Return the data that follows exactly as it appears. Pictures do not belong in the copy.
*** Opening PROVIDED DATA ***
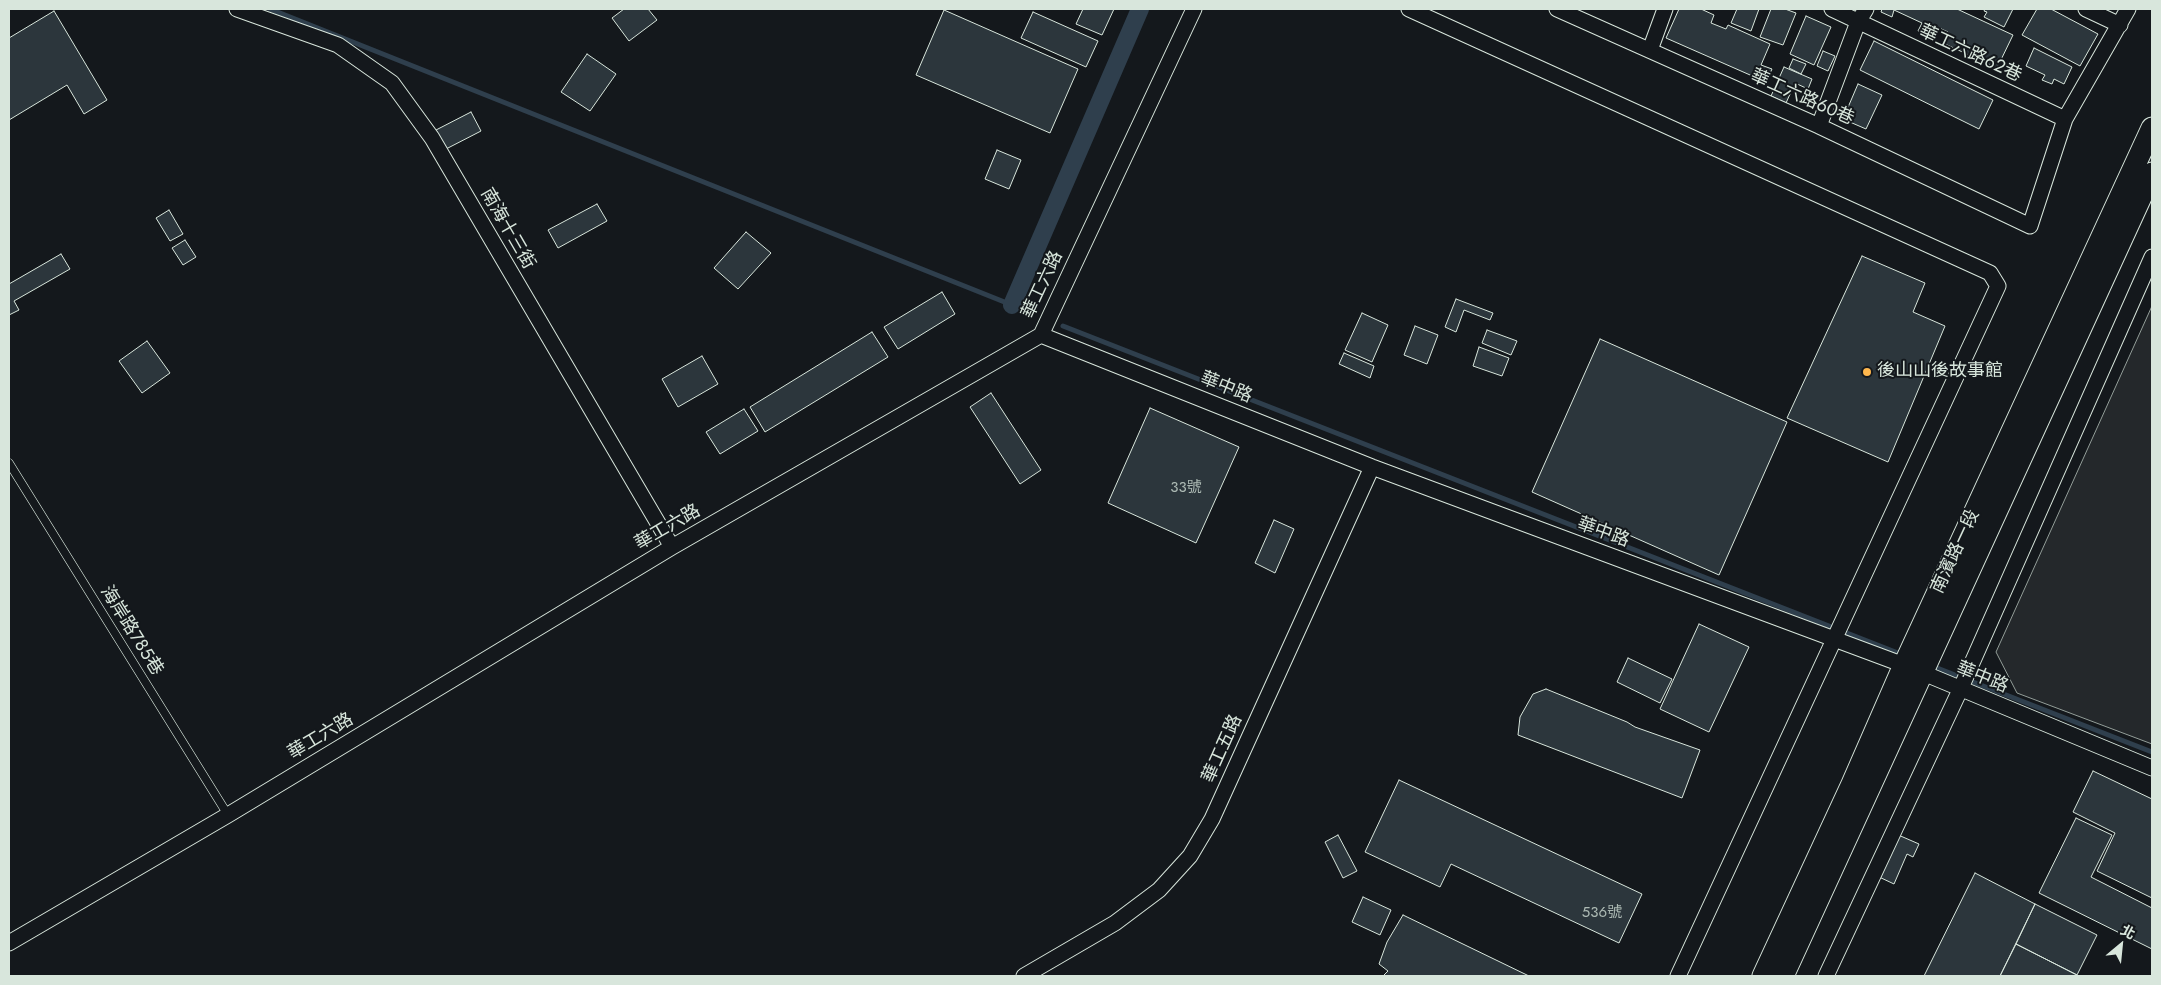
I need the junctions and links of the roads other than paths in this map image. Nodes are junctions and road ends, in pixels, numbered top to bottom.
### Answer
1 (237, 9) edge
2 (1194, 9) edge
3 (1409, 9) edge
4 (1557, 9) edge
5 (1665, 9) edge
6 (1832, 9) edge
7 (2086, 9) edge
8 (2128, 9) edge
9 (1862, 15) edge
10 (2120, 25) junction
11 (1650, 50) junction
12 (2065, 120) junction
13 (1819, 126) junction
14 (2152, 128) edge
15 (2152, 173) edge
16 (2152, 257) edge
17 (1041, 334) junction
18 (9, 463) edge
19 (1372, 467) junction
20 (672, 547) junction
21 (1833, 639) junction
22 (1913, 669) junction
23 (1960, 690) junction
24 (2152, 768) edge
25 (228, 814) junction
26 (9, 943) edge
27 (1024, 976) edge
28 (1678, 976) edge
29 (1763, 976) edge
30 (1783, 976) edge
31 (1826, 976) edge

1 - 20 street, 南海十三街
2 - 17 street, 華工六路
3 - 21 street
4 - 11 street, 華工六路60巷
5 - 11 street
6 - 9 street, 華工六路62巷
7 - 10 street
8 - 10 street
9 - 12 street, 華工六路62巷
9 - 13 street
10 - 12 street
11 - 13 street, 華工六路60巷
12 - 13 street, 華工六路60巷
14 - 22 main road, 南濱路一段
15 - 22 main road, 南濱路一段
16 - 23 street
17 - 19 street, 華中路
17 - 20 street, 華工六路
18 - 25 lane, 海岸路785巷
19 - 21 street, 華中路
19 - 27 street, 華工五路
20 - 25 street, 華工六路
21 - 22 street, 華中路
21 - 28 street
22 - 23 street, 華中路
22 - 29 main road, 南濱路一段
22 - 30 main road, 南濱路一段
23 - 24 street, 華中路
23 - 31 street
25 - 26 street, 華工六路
*** Closing PROVIDED DATA ***
RESPONSE TO THE TASK »
I need the junctions and links of the roads other than paths in this map image. Nodes are junctions and road ends, in pixels, numbered top to bottom.
### Answer
1 (237, 9) edge
2 (1194, 9) edge
3 (1409, 9) edge
4 (1557, 9) edge
5 (1665, 9) edge
6 (1832, 9) edge
7 (2086, 9) edge
8 (2128, 9) edge
9 (1862, 15) edge
10 (2120, 25) junction
11 (1650, 50) junction
12 (2065, 120) junction
13 (1819, 126) junction
14 (2152, 128) edge
15 (2152, 173) edge
16 (2152, 257) edge
17 (1041, 334) junction
18 (9, 463) edge
19 (1372, 467) junction
20 (672, 547) junction
21 (1833, 639) junction
22 (1913, 669) junction
23 (1960, 690) junction
24 (2152, 768) edge
25 (228, 814) junction
26 (9, 943) edge
27 (1024, 976) edge
28 (1678, 976) edge
29 (1763, 976) edge
30 (1783, 976) edge
31 (1826, 976) edge

1 - 20 street, 南海十三街
2 - 17 street, 華工六路
3 - 21 street
4 - 11 street, 華工六路60巷
5 - 11 street
6 - 9 street, 華工六路62巷
7 - 10 street
8 - 10 street
9 - 12 street, 華工六路62巷
9 - 13 street
10 - 12 street
11 - 13 street, 華工六路60巷
12 - 13 street, 華工六路60巷
14 - 22 main road, 南濱路一段
15 - 22 main road, 南濱路一段
16 - 23 street
17 - 19 street, 華中路
17 - 20 street, 華工六路
18 - 25 lane, 海岸路785巷
19 - 21 street, 華中路
19 - 27 street, 華工五路
20 - 25 street, 華工六路
21 - 22 street, 華中路
21 - 28 street
22 - 23 street, 華中路
22 - 29 main road, 南濱路一段
22 - 30 main road, 南濱路一段
23 - 24 street, 華中路
23 - 31 street
25 - 26 street, 華工六路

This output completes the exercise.